I have been told that on my ordination day 12 years ago, my friend Brett was talking to Pastor Bill before the service was going to start. Pastor Bill said something like, “We don’t do anything to celebrate Reformation Day. We really should do something.” My friend quickly quipped, “We are. We’re ordaining a former Catholic.”
Yes, this former Catholic was ordained on the trifecta of sacred/secular holidays — All Saints Day, Reformation Day, Halloween. It doesn’t get much better than that, liturgically speaking. As the years have advanced, I’m grateful that my ordination anniversary takes place in this season when time seems to get thinner with the increasing darkness and ethereal light. The shortening days slow me down (a little) and I get reflective about just what God has called me to do.
This year my reflective mood is heightened by the celebration of the 500th anniversary of the Protestant Reformation. That incident when Martin Luther, sent his 95 Thesis to the Archbishop Albrecht of Mainz and Magdeburg. (Or, as the more dramatic version of the story asserts, nailing the document to the door of the Cathedral in Wittenberg, an action which demanded a public discussion.) I find myself connecting what God has called me to do to the long history of reformers who have gone before me.
By most accounts, Luther, a priest and professor of theology, never wanted to split from the Catholic church. He wanted only to call the Roman church to to greater faithfulness. He questioned the church’s practice of granting forgiveness through the payment of indulgences. Perhaps even more radically, he asserted that all Christians were “priestly” by virtue of their baptism — all are equally part of being the hands and feet of christ, Regardless of their ordination status. The pope eventually excommunicated Luther for raising these questions and he and other reformers created their own churches.
Twelve years ago, I was not even aware that the church was living through another one of these “Reformations.” Dubbed The Great Emergence by author Phyllis Tickle, the current time in which the church lives is a what she calls a “rummage sale” that happens about once every 500 years. During these times of dramatic reevaluation and change, the church throws away a lot of old baggage and learns to embrace the new ways of being community cropping up around us.
When clergy invoked the Spirit by lovingly laying hands and praying over me on my ordination day, I remember feeling the spiritual weight of the moment. It wasn’t just the weight of the hands of the people in the room, but what they represented — the communion of saints — that were blessing me, renaming me and solidifying the call I felt (but didn’t understand) in my life.

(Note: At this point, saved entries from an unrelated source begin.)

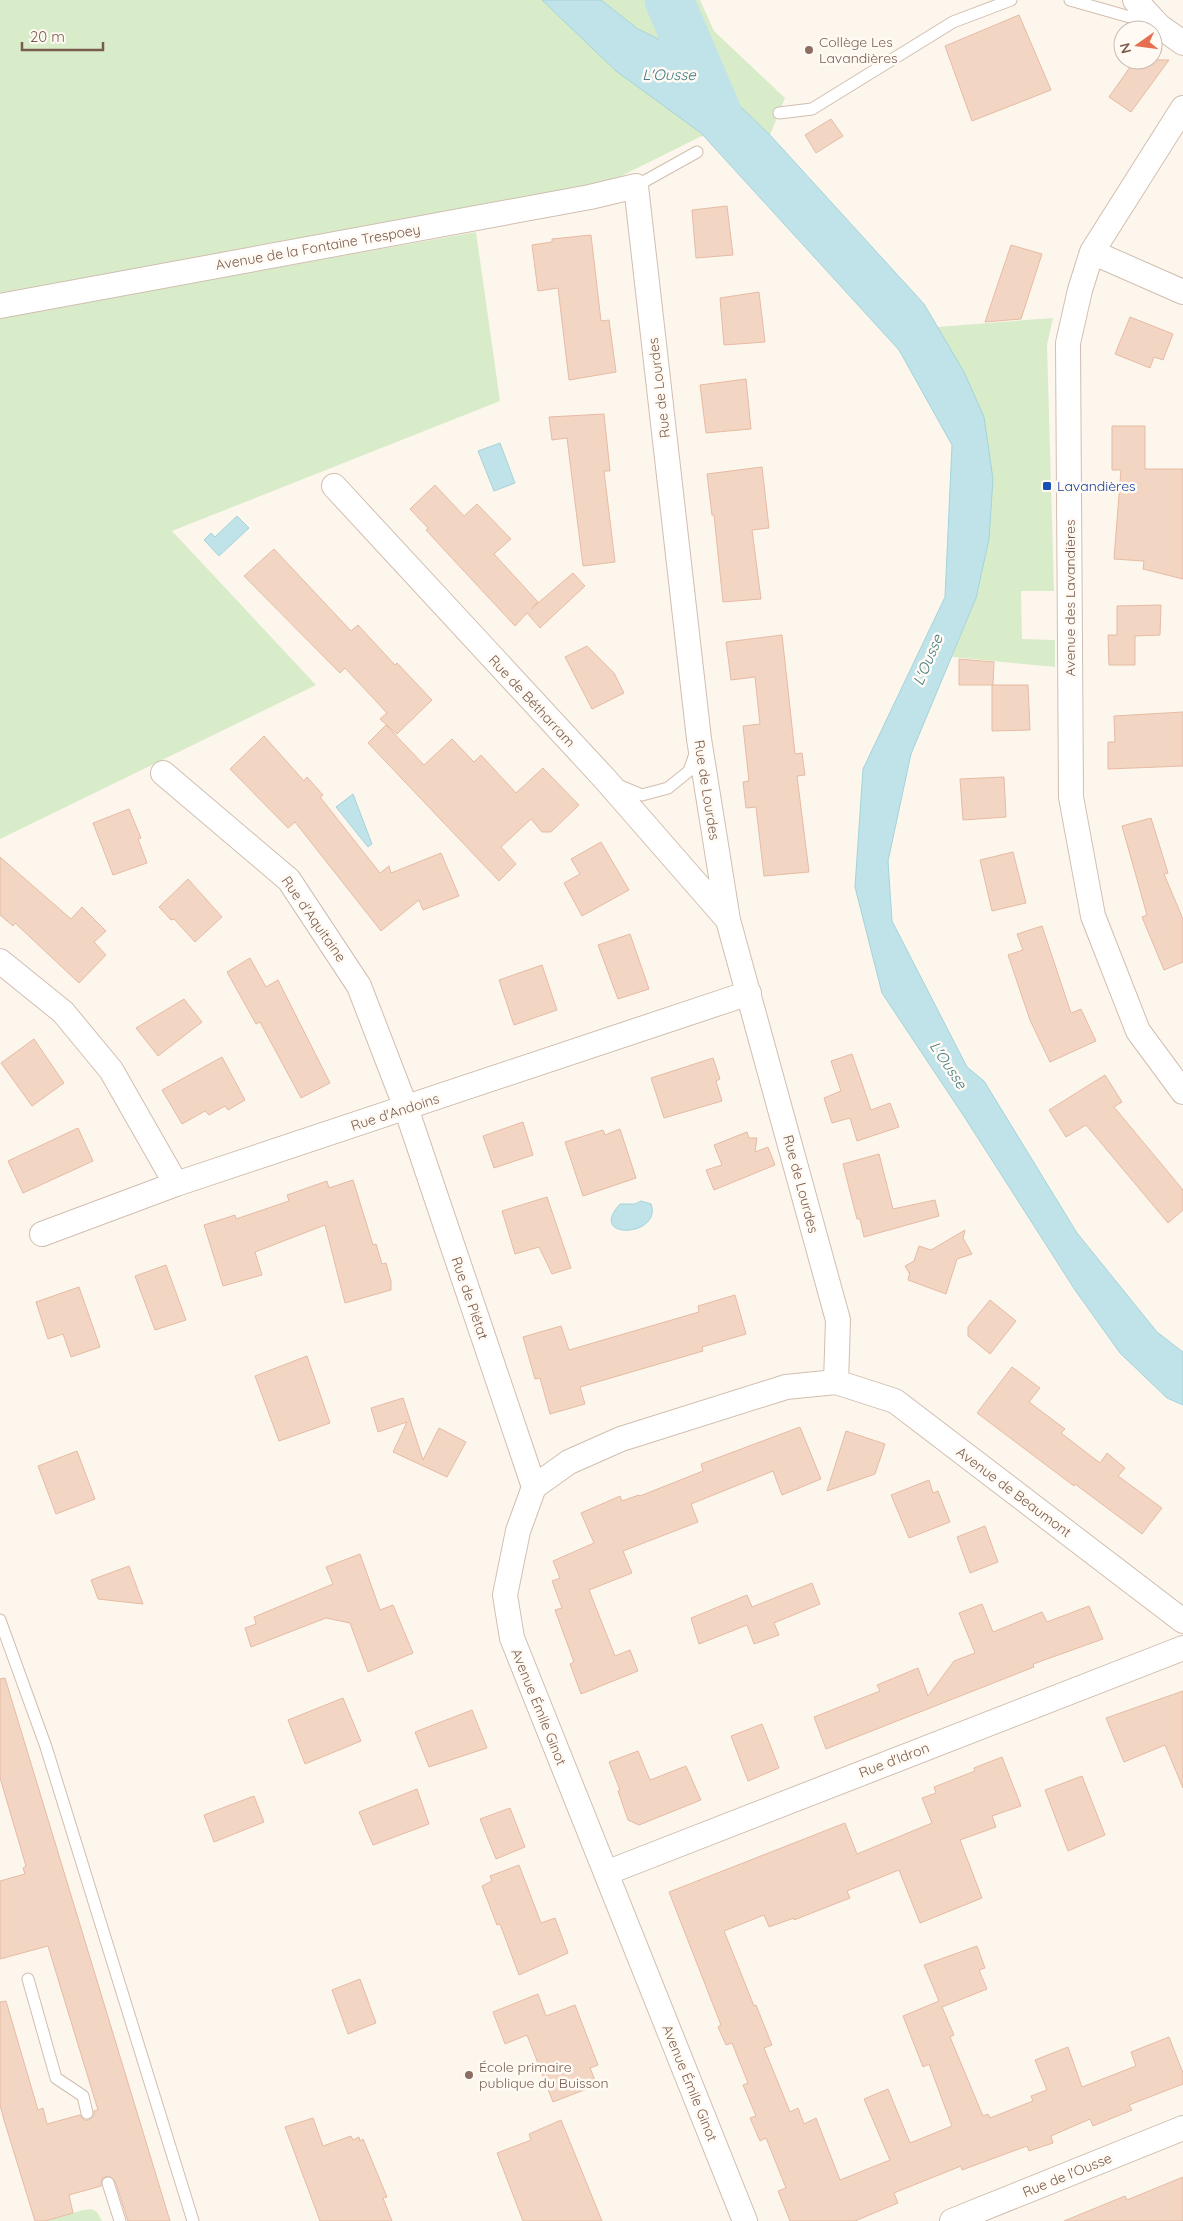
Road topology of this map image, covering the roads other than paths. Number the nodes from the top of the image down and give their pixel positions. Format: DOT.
graph roads {
  1 [pos="1011,0"];
  2 [pos="1070,0"];
  3 [pos="1135,0"];
  4 [pos="1139,20"];
  5 [pos="1154,20"];
  6 [pos="1163,28"];
  7 [pos="1183,43"];
  8 [pos="1183,108"];
  9 [pos="780,113"];
  10 [pos="697,152"];
  11 [pos="636,186"];
  12 [pos="1092,252"];
  13 [pos="1183,292"];
  14 [pos="0,306"];
  15 [pos="334,486"];
  16 [pos="699,739"];
  17 [pos="163,772"];
  18 [pos="604,779"];
  19 [pos="728,920"];
  20 [pos="0,961"];
  21 [pos="749,992"];
  22 [pos="1183,1092"];
  23 [pos="406,1108"];
  24 [pos="176,1184"];
  25 [pos="42,1234"];
  26 [pos="836,1382"];
  27 [pos="534,1487"];
  28 [pos="0,1620"];
  29 [pos="1183,1621"];
  30 [pos="1183,1648"];
  31 [pos="606,1873"];
  32 [pos="28,1979"];
  33 [pos="87,2113"];
  34 [pos="1183,2128"];
  35 [pos="108,2184"];
  36 [pos="120,2221"];
  37 [pos="193,2221"];
  38 [pos="745,2221"];
  39 [pos="952,2221"];
  1 -- 9 [label="lane"];
  2 -- 4 [label="lane"];
  3 -- 5 [label="street"];
  6 -- 7 [label="street"];
  8 -- 12 [label="street, Avenue des Lavandières"];
  10 -- 11 [label="lane"];
  11 -- 14 [label="street, Avenue de la Fontaine Trespoey"];
  11 -- 16 [label="street, Rue de Lourdes"];
  12 -- 13 [label="street"];
  12 -- 22 [label="street, Avenue des Lavandières"];
  15 -- 18 [label="street, Rue de Bétharram"];
  16 -- 18 [label="lane"];
  16 -- 19 [label="street, Rue de Lourdes"];
  17 -- 23 [label="street, Rue d'Aquitaine"];
  18 -- 19 [label="street, Rue de Bétharram"];
  19 -- 21 [label="street, Rue de Lourdes"];
  20 -- 24 [label="street"];
  21 -- 23 [label="street, Rue d'Andoins"];
  21 -- 26 [label="street, Rue de Lourdes"];
  23 -- 24 [label="street, Rue d'Andoins"];
  23 -- 27 [label="street, Rue de Piétat"];
  24 -- 25 [label="street, Rue d'Andoins"];
  26 -- 27 [label="street"];
  26 -- 29 [label="street, Avenue de Beaumont"];
  27 -- 31 [label="street, Avenue Émile Ginot"];
  28 -- 37 [label="lane"];
  30 -- 31 [label="street, Rue d'Idron"];
  31 -- 38 [label="street, Avenue Émile Ginot"];
  32 -- 33 [label="lane"];
  34 -- 39 [label="street, Rue de l'Ousse"];
  35 -- 36 [label="lane"];
}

Maybe the Spirit led us to having my ordination fall on Oct. 31 for a reason. Like Luther, I instinctively challenge the ways things have always been done and invite people to reflect on why, as people of faith, we do these things in the first place. I don’t ask these questions just to be annoying. (Though I’m sure it is.) I do it because I love the church and its people. I love it by challenging it to be a life-altering, world-changing, radical voice of love that Jesus demands from us. The world needs desperately our voice and ministry right now. But, our church structures too often do not facilitate those kinds of ministries. In some cases, they even prevent it from happening.
Even in the United Church of Christ where I am ordained (with its Reformed and Congregational roots) too often relies too heavily on ordained people or staff (like myself) to do all the ministry. That’s why I use my time and energy as a leader to build up groups of people (even the unBaptized and unOrdained) who want want to be the hands and feet of Jesus in the world. After all, Christianity is a team sport, never something to be undertaken alone. I often wonder, “What could the church be and do if we really included those who are on the margins of our faith communities?”
And so I challenge you to listen to that still small voice that I believe is inviting you to perceive the new things God is doing in our midst. Perceive it. Then, do it. Be the change you hope to see in the world.
I wonder what we’ll do in my next 12 years of ordained ministry. And, in the next 500 years of the church.